» **TASK**:
Take every line from the data that has the word "junction" in it.

» **PROVIDED DATA**:
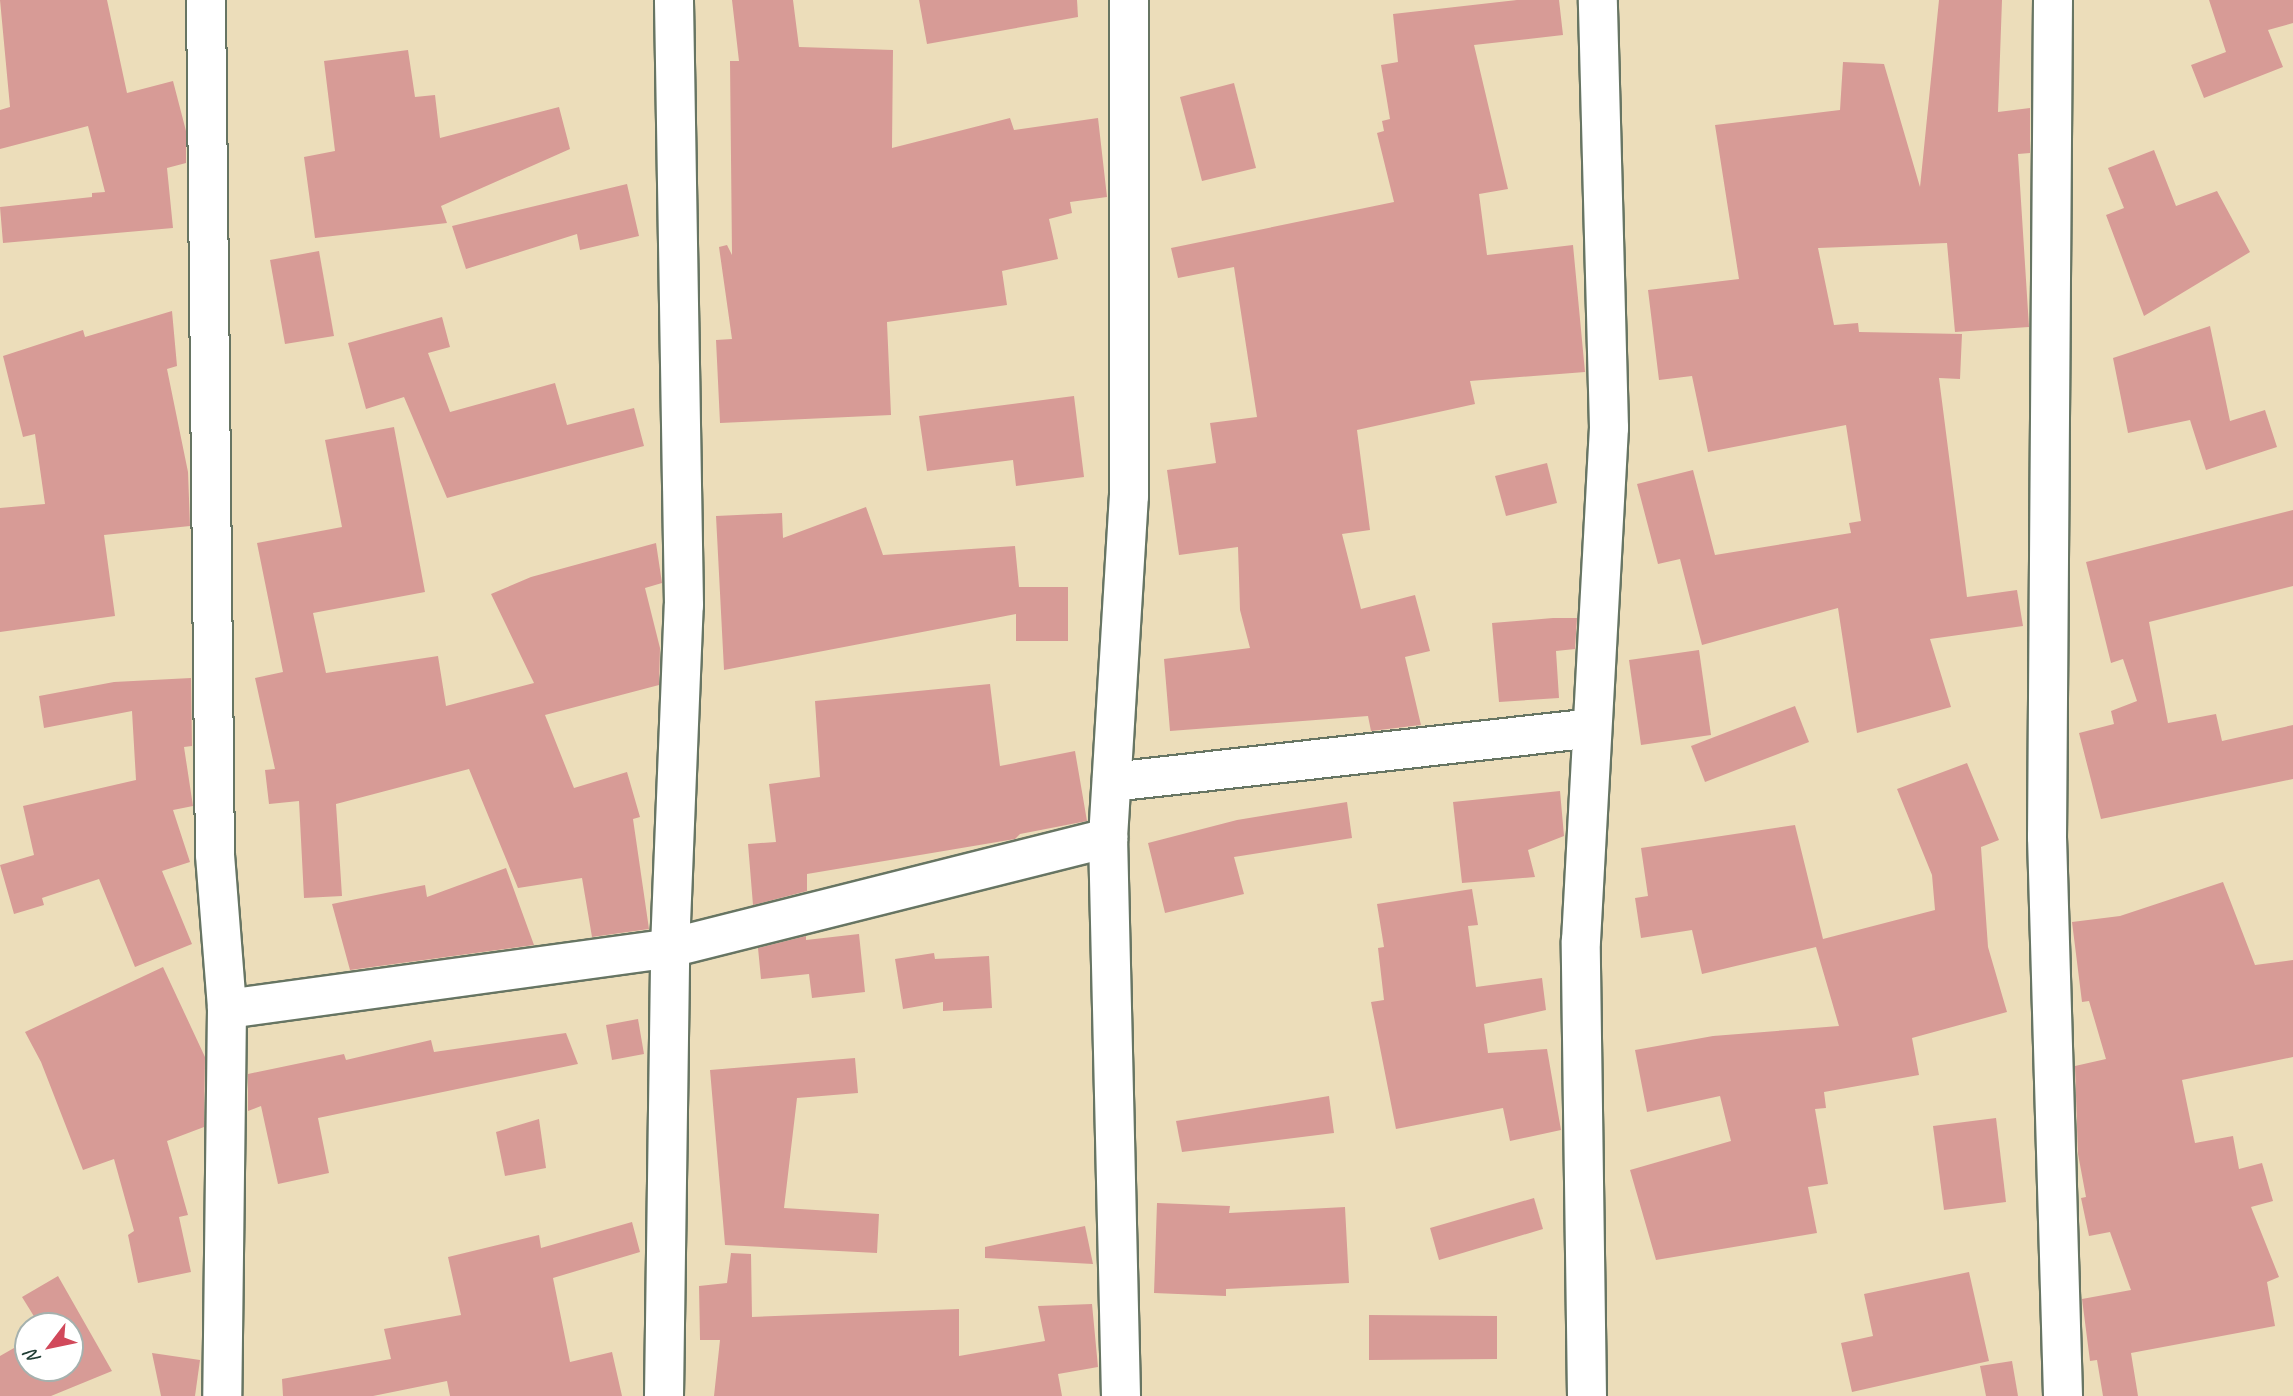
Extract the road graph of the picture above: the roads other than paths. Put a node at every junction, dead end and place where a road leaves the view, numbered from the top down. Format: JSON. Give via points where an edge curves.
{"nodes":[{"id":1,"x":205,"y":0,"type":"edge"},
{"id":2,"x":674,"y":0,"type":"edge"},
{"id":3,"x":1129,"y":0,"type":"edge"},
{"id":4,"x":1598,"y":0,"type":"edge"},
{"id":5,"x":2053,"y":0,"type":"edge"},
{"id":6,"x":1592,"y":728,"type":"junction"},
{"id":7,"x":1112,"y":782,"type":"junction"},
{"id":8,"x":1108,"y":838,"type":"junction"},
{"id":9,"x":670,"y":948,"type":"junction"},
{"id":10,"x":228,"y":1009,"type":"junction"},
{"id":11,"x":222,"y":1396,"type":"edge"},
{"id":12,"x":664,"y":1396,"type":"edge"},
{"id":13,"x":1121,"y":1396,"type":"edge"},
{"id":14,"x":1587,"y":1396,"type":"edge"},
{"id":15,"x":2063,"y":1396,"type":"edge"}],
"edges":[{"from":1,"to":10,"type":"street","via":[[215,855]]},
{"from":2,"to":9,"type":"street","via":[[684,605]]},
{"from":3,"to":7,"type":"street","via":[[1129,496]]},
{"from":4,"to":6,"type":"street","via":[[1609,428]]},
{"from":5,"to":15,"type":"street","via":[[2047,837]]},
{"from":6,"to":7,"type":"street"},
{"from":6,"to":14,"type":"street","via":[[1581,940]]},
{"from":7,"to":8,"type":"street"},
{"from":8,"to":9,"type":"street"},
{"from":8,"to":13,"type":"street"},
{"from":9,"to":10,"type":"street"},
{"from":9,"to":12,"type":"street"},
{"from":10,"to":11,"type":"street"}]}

» **RESPONSE**:
Extract the road graph of the picture above: the roads other than paths. Put a node at every junction, dead end and place where a road leaves the view, numbered from the top down. Format: JSON. Give via points where an edge curves.
{"id":6,"x":1592,"y":728,"type":"junction"},
{"id":7,"x":1112,"y":782,"type":"junction"},
{"id":8,"x":1108,"y":838,"type":"junction"},
{"id":9,"x":670,"y":948,"type":"junction"},
{"id":10,"x":228,"y":1009,"type":"junction"},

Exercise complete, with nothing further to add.